The 1810 Catalogue contained Greek and Latin books that Sandy Boswell inherited from his father, and Sandy was the cataloguer.  James Boswell himself was the cataloguer of what I cite as the "Circe 1770 Catalogue."  Terry Seymour cites it as the "JB Handlist" c1771.  The 1916 sale contained items that were not listed in the 1893 auction.  The auctioneers of the 1917 sale combined remainders from the Auchinleck library with items from other libraries.

Terry Seymour's catalogue, Boswell's Books, contains not only the books, but also the manuscripts that are listed in the above catalogues, but with one exception.  The 1825 Catalogue contained a number of Jamie Boswell's books that were formerly owned by Edmond Malone.   And Terry Seymour catalogued only those "books that have a direct bearing on their Boswell owners."

Terry Seymour referenced a number of additional sources when he catalogued the books and manuscripts listed in Boswell's Books:  Margaret Montgomerie Boswell's Inventory of the Auchinleck Library 1783-1785,  Sandy Boswell's Catalogue of the Manuscripts at Auchinleck 1808-1809, fragments of Sandy Boswell's Catalogue of the Auchinleck Library 1803-1810,  the Walpole Galleries Sale of 1920, and the 1976 Family Sale.  Terry Seymour also listed presentation copies given by the Boswells to their friends.

Margaret Montgomerie Boswell was James Boswell's wife.  And shortly after Lord Auchinleck's death, she catalogued the books and manuscripts as they appeared on the shelves in the Auchinleck Library, identifying the books by the titles on their spines.  The first part of the catalogue, however, is missing.

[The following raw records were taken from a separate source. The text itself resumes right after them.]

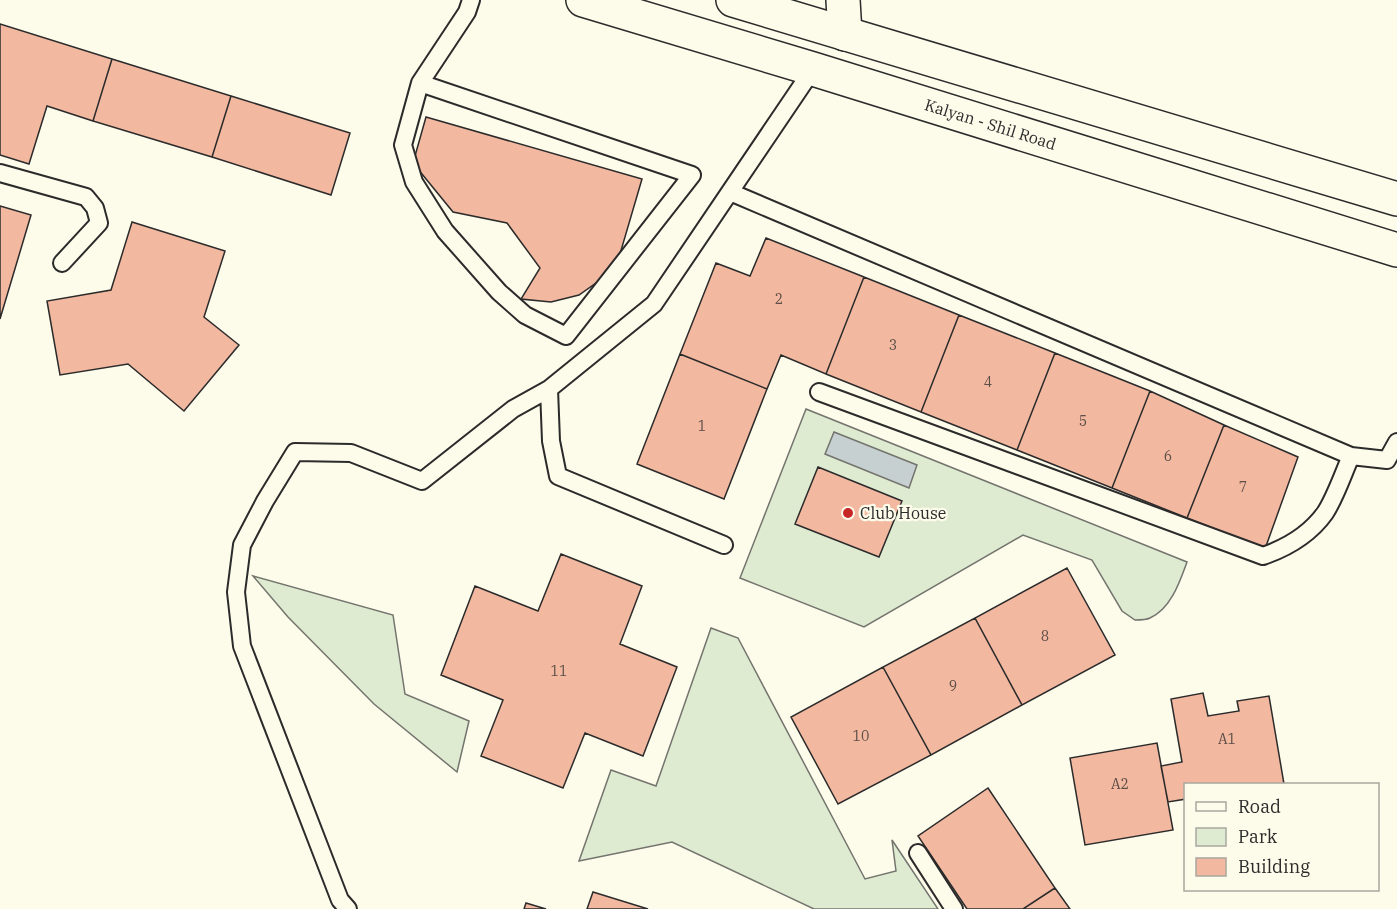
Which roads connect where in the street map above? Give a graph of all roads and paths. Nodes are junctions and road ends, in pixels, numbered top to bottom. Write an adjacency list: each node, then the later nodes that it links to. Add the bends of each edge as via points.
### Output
1 (471, 0): 7 (lane)
2 (583, 0): 6 (main road, Kalyan - Shil Road)
3 (733, 0): 5 (main road)
4 (843, 0): 5 (main road)
5 (845, 34): 10 (main road)
6 (813, 69): 9 (lane); 11 (main road, Kalyan - Shil Road)
7 (420, 83): 7 (lane, via 403,145 414,182 446,231 499,292 525,315 566,336 692,175)
8 (0, 173): 12 (lane, via 86,197 96,208 99,223)
9 (730, 192): 13 (lane, via 654,304); 16 (lane)
10 (1397, 199)
11 (1397, 250)
12 (62, 263)
13 (549, 389): 17 (lane, via 551,441 558,476); 19 (lane, via 513,409 422,481 351,453 295,452 242,545 236,592 242,646 340,900)
14 (819, 392): 16 (lane, via 1263,556 1304,535 1325,513)
15 (1397, 442): 16 (lane, via 1387,460)
16 (1351, 456)
17 (724, 545)
18 (918, 853): 20 (lane)
19 (348, 909)
20 (954, 909)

Sandy Boswell's catalogue of the manuscripts identified 89 manuscripts in the Auchinleck Library.  Terry thinks it is likely that this catalogue was intended to be part of Sandy's General Catalogue, of which no complete copy exists.

Terry Seymour says that the 1920 Walpole Sale included more books with Boswell ownership marks than any other source.  And the identity of the prior owner remains unknown, and also how the owner acquired the books.  Of the 400 lots listed in this sale, only 12 lots appear in any other source.  As for the 1976 sale, Terry Seymour notes only two books of merit in the sale.

By far, the greatest accomplishment of Boswell's Books, in my opinion, is Terry Seymour's identification of many of the 436 items sold in the 1893 Auchinleck Sale that were not identified by title in the auction catalogue.  These books were tabulated under the dreadful phrases of and others and and another.  Terry Seymour searched high and low and acquired the contemporary bookseller catalogues of the three biggest buyers of the 1893 Auchinleck Sale: Bernard Quaritch, William Ridler, and Pickering and Chatto.  Using these and other contemporary bookseller catalogues he acquired, he identified many of the and others of the 1893 Auchinleck Sale.

I will reveal here, particularly for those Boswellians and scholars residing in the state of Florida, and for those booklovers who want to know more about the Boswell Library and Boswell's Books, that Terry Seymour will be the guest speaker at the January 15, 2017 meeting of the Florida Bibliophile Society.

Both Boswell's Books and the Boswell Library Thing Catalogue should be required references for university libraries.  Boswell's Books more so because, where possible, Terry Seymour has traced the provenance of the books down to their current location– "if" they are recorded in library databases.  And that is a big IF...

I call to mind Nicholson Baker's article, "Discards," from his book, The Size of Thoughts."  This article, which first appeared in The New Yorker, detailed the initial conversion of library data from library cards to online library catalogues in the 1980s and 1990s.  At most libraries, only the bibliographical information on the front of the library card was transferred.  And when the library card was discarded, the provenance information, if recorded on the verso of the card, disappeared.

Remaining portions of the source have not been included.